--- DIRECTIONS FOR THIS TASK ---
From the entries below, return every line that includes the word "ORIOLE".

--- Stored data ---

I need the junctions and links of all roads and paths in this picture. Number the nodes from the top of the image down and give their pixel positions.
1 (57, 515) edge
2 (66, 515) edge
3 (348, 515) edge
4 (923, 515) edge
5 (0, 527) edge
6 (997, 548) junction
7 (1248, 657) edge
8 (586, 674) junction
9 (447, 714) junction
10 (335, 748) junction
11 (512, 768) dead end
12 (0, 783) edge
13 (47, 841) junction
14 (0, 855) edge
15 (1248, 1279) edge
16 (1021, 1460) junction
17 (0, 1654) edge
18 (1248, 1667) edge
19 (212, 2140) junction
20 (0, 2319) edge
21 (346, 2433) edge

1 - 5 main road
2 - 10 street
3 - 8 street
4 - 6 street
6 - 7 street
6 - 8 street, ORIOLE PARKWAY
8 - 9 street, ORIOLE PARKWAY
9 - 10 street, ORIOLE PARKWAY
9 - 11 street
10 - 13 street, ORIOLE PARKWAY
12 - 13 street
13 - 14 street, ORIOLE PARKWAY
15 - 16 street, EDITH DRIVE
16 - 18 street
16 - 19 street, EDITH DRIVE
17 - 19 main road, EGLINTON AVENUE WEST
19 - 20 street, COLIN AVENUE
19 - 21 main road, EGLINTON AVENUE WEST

--- EXERCISE RESULT ---
6 - 8 street, ORIOLE PARKWAY
8 - 9 street, ORIOLE PARKWAY
9 - 10 street, ORIOLE PARKWAY
10 - 13 street, ORIOLE PARKWAY
13 - 14 street, ORIOLE PARKWAY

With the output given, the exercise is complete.